Ser lésbica no Brasil ainda é um ato de resistência. É encarar olhares, perguntas atravessadas e sistemas que insistem em ignorar sua existência — inclusive nos espaços onde o acolhimento deveria ser regra: na saúde.
Na Vida Fértil, sabemos que visibilidade lésbica não é só uma data no calendário. É uma pauta de cuidado, de direitos reprodutivos e de reconhecimento de que amar outra mulher não deve excluir ninguém do direito de ser mãe, de ter acesso digno ao atendimento ou de cuidar do próprio corpo com segurança.

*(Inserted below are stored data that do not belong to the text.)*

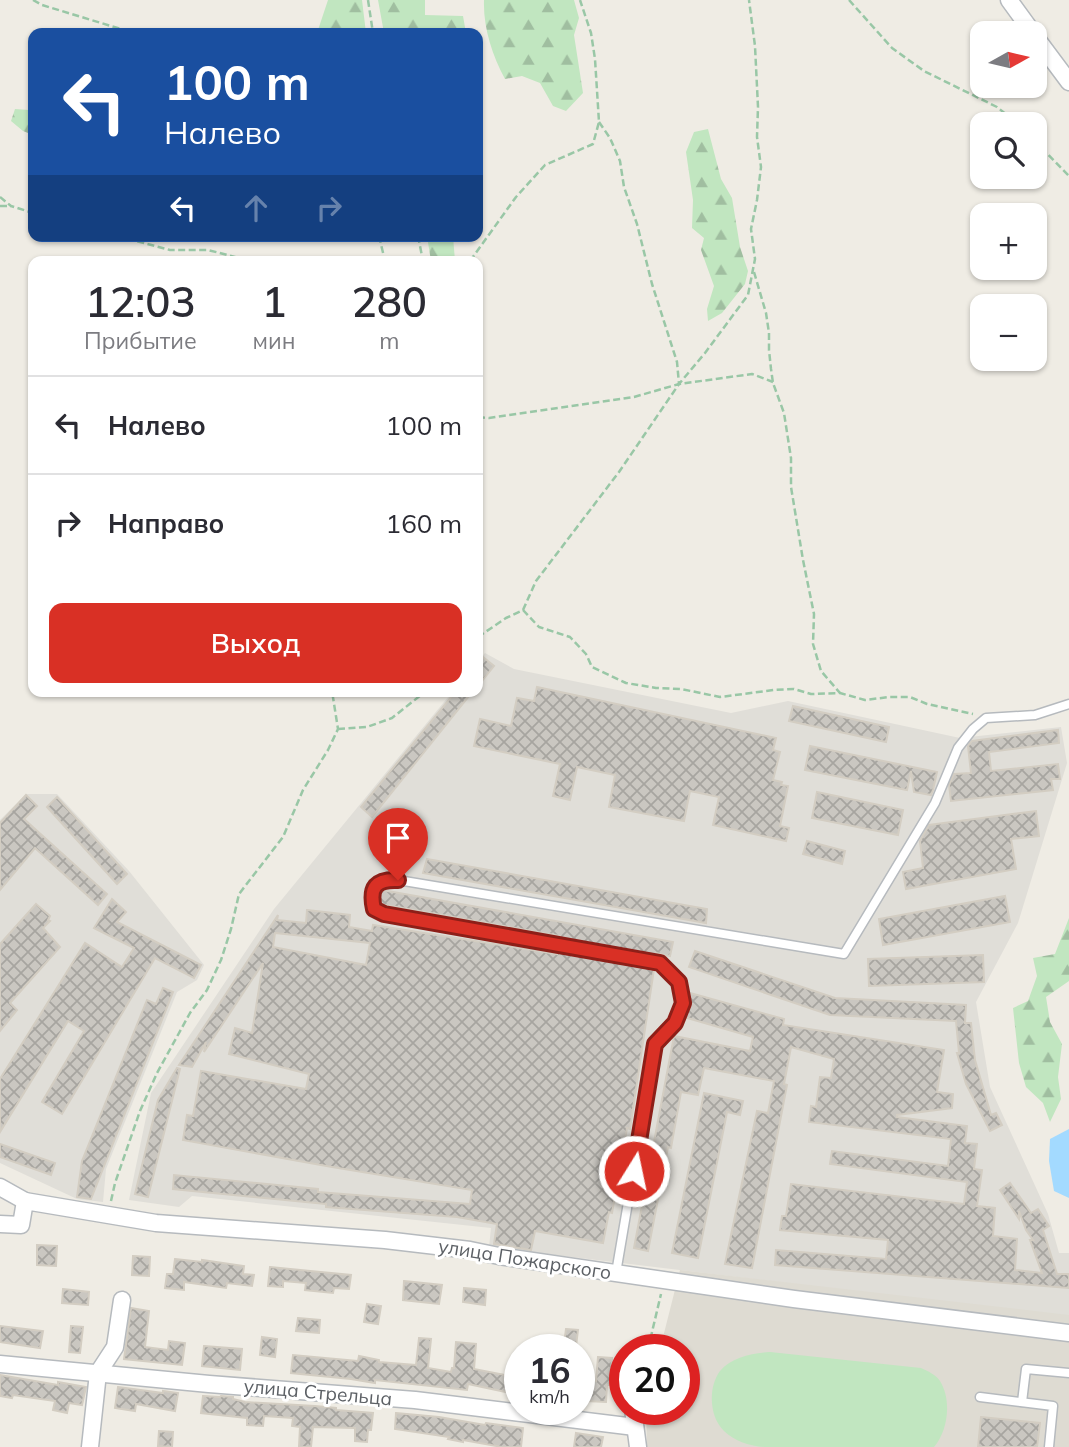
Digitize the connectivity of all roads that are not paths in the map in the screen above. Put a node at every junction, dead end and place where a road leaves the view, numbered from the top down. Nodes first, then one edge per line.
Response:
1 (1009, 0) edge
2 (1024, 21) edge
3 (1047, 52) edge
4 (1069, 82) edge
5 (1069, 704) edge
6 (0, 1187) edge
7 (25, 1201) junction
8 (0, 1224) edge
9 (616, 1273) junction
10 (122, 1300) dead end
11 (1069, 1333) edge
12 (0, 1364) edge
13 (98, 1373) junction
14 (1069, 1373) edge
15 (981, 1397) dead end
16 (1022, 1402) junction
17 (635, 1427) joint
18 (90, 1447) edge
19 (638, 1447) edge
20 (1049, 1447) edge

1 - 2 street
3 - 4 street
5 - 9 lane
6 - 7 street, улица Пожарского
7 - 8 street
7 - 9 street, улица Пожарского
9 - 11 street, улица Пожарского
10 - 13 street
12 - 13 street, улица Стрельца
13 - 17 street, улица Стрельца
13 - 18 street
14 - 16 lane
15 - 16 lane
16 - 20 lane
17 - 19 street

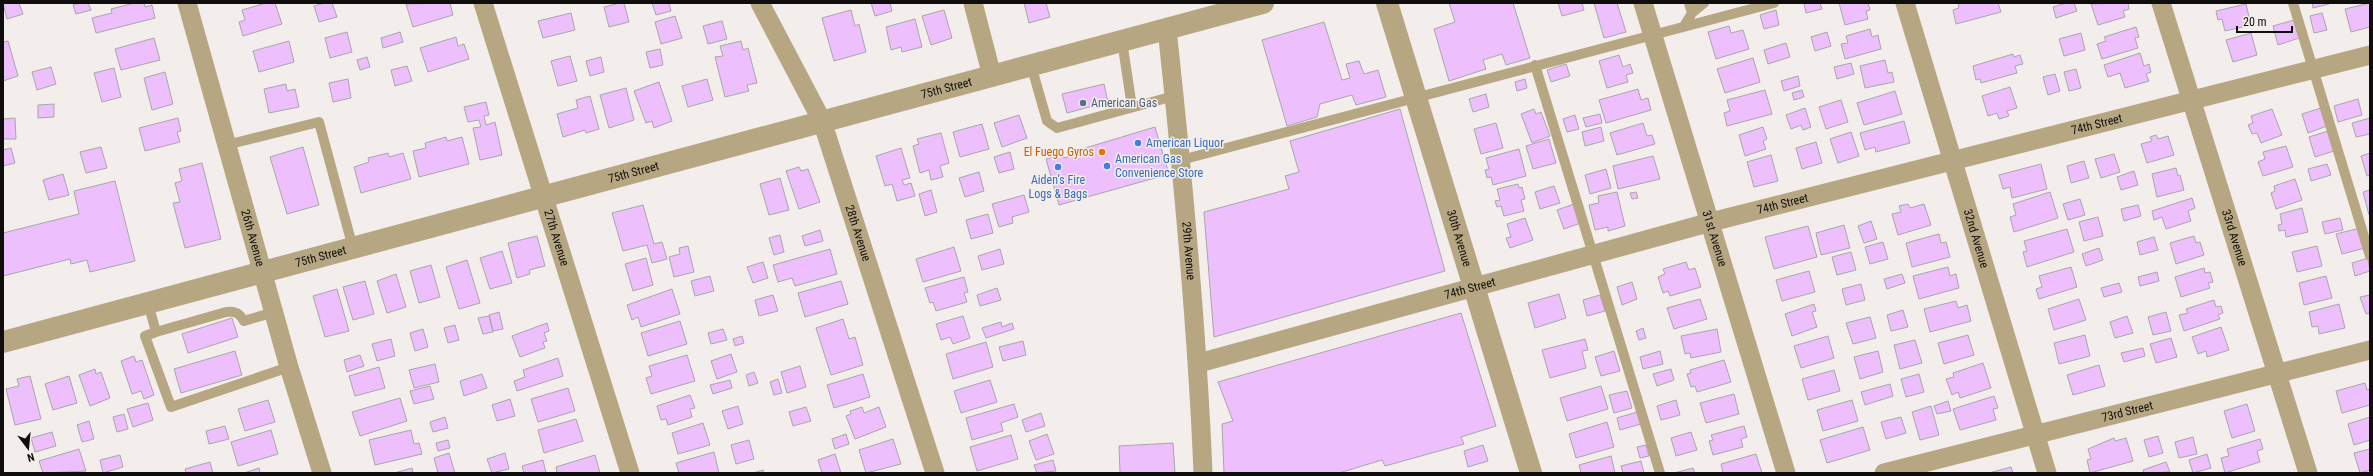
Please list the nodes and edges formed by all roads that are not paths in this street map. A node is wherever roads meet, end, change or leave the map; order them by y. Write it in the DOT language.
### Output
graph roads {
  1 [pos="186,3"];
  2 [pos="483,3"];
  3 [pos="760,3"];
  4 [pos="973,3"];
  5 [pos="1264,3"];
  6 [pos="1387,3"];
  7 [pos="1643,3"];
  8 [pos="1704,3"];
  9 [pos="1774,3"];
  10 [pos="1906,3"];
  11 [pos="2161,3"];
  12 [pos="2293,3"];
  13 [pos="1240,6"];
  14 [pos="1690,8"];
  15 [pos="1684,26"];
  16 [pos="1166,29"];
  17 [pos="1652,34"];
  18 [pos="1122,41"];
  19 [pos="2370,55"];
  20 [pos="1031,65"];
  21 [pos="1535,65"];
  22 [pos="2313,69"];
  23 [pos="992,76"];
  24 [pos="1174,96"];
  25 [pos="1416,97"];
  26 [pos="2192,99"];
  27 [pos="1132,107"];
  28 [pos="822,120"];
  29 [pos="226,145"];
  30 [pos="1181,160"];
  31 [pos="1953,161"];
  32 [pos="544,197"];
  33 [pos="1711,222"];
  34 [pos="353,248"];
  35 [pos="1593,255"];
  36 [pos="2370,256"];
  37 [pos="262,273"];
  38 [pos="1475,288"];
  39 [pos="148,303"];
  40 [pos="274,312"];
  41 [pos="156,332"];
  42 [pos="3,342"];
  43 [pos="2370,350"];
  44 [pos="1199,363"];
  45 [pos="289,367"];
  46 [pos="2276,373"];
  47 [pos="2036,435"];
  48 [pos="1921,468"];
  49 [pos="322,473"];
  50 [pos="630,473"];
  51 [pos="935,473"];
  52 [pos="1203,473"];
  53 [pos="1531,473"];
  54 [pos="1660,473"];
  55 [pos="1786,473"];
  56 [pos="1884,473"];
  57 [pos="2048,473"];
  58 [pos="2308,473"];
  1 -- 29 [label="street, 26th Avenue"];
  2 -- 32 [label="street, 27th Avenue"];
  3 -- 28 [label="street, 28th Avenue"];
  4 -- 23 [label="street"];
  5 -- 13 [label="street, 75th Street"];
  6 -- 25 [label="street, 30th Avenue"];
  7 -- 17 [label="street, 31st Avenue"];
  8 -- 14 [label="lane"];
  9 -- 15 [label="lane"];
  10 -- 31 [label="street, 32nd Avenue"];
  11 -- 26 [label="street, 33rd Avenue"];
  12 -- 22 [label="lane"];
  13 -- 16 [label="street, 75th Street"];
  14 -- 15 [label="lane"];
  15 -- 17 [label="lane"];
  16 -- 18 [label="street, 75th Street"];
  16 -- 24 [label="street, 29th Avenue"];
  17 -- 21 [label="lane"];
  17 -- 33 [label="street, 31st Avenue"];
  18 -- 20 [label="street, 75th Street"];
  18 -- 27 [label="lane"];
  19 -- 22 [label="street, 74th Street"];
  20 -- 23 [label="street, 75th Street"];
  20 -- 27 [label="lane"];
  21 -- 25 [label="lane"];
  21 -- 35 [label="lane"];
  22 -- 26 [label="street, 74th Street"];
  22 -- 36 [label="lane"];
  23 -- 28 [label="street, 75th Street"];
  24 -- 27 [label="lane"];
  24 -- 30 [label="street, 29th Avenue"];
  25 -- 30 [label="lane"];
  25 -- 38 [label="street, 30th Avenue"];
  26 -- 31 [label="street, 74th Street"];
  26 -- 46 [label="street, 33rd Avenue"];
  28 -- 32 [label="street, 75th Street"];
  28 -- 51 [label="street, 28th Avenue"];
  29 -- 34 [label="lane"];
  29 -- 37 [label="street, 26th Avenue"];
  30 -- 44 [label="street, 29th Avenue"];
  31 -- 33 [label="street, 74th Street"];
  31 -- 47 [label="street, 32nd Avenue"];
  32 -- 34 [label="street, 75th Street"];
  32 -- 50 [label="street, 27th Avenue"];
  33 -- 35 [label="street, 74th Street"];
  33 -- 55 [label="street, 31st Avenue"];
  34 -- 37 [label="street, 75th Street"];
  35 -- 38 [label="street, 74th Street"];
  35 -- 54 [label="lane"];
  37 -- 39 [label="street, 75th Street"];
  37 -- 40 [label="street, 26th Avenue"];
  38 -- 44 [label="street, 74th Street"];
  38 -- 53 [label="street, 30th Avenue"];
  39 -- 41 [label="lane"];
  39 -- 42 [label="street, 75th Street"];
  40 -- 41 [label="lane"];
  40 -- 45 [label="street, 26th Avenue"];
  41 -- 45 [label="lane"];
  43 -- 46 [label="street, 73rd Street"];
  44 -- 52 [label="street, 29th Avenue"];
  45 -- 49 [label="street, 26th Avenue"];
  46 -- 47 [label="street, 73rd Street"];
  46 -- 58 [label="street, 33rd Avenue"];
  47 -- 48 [label="street, 73rd Street"];
  47 -- 57 [label="street, 32nd Avenue"];
  48 -- 56 [label="street, 73rd Street"];
}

Frases que ainda escutamos (e que não deveríamos mais escutar)
“Você já toma anticoncepcional?”
“Seu marido também vai fazer a coleta?”
“Mas vocês querem engravidar… sem um homem?”
Essas perguntas ainda são feitas — em consultórios, clínicas de fertilidade e até na recepção de unidades de saúde. Elas não só revelam a falta de preparo dos profissionais, como também reafirmam o apagamento constante das vivências lésbicas, mesmo em ambientes médicos.
A falta de acolhimento ainda é real
Mulheres lésbicas seguem enfrentando:
- Barreiras no acesso à reprodução assistida
- Falta de representação em campanhas de saúde
- Ausência de protocolos inclusivos no atendimento público e privado
- Julgamento e desinformação nos processos de gestação e maternidade
E não, isso não é só desconfortável. É uma violação do direito à saúde integral.
Visibilidade é mais que um post
No Dia da Visibilidade Lésbica, a gente não quer só ser lembrada. Queremos ser ouvidas. Queremos acesso. Queremos respeito. E queremos viver nossas maternidades, nossos amores e nossos corpos em liberdade.
Ser lésbica não é fase. Não é fetiche. E definitivamente não é invisível.
É identidade, é existência e é direito.
Na Vida Fértil, reforçamos nosso compromisso diário com um cuidado que reconhece todas as formas de amar, maternar e viver.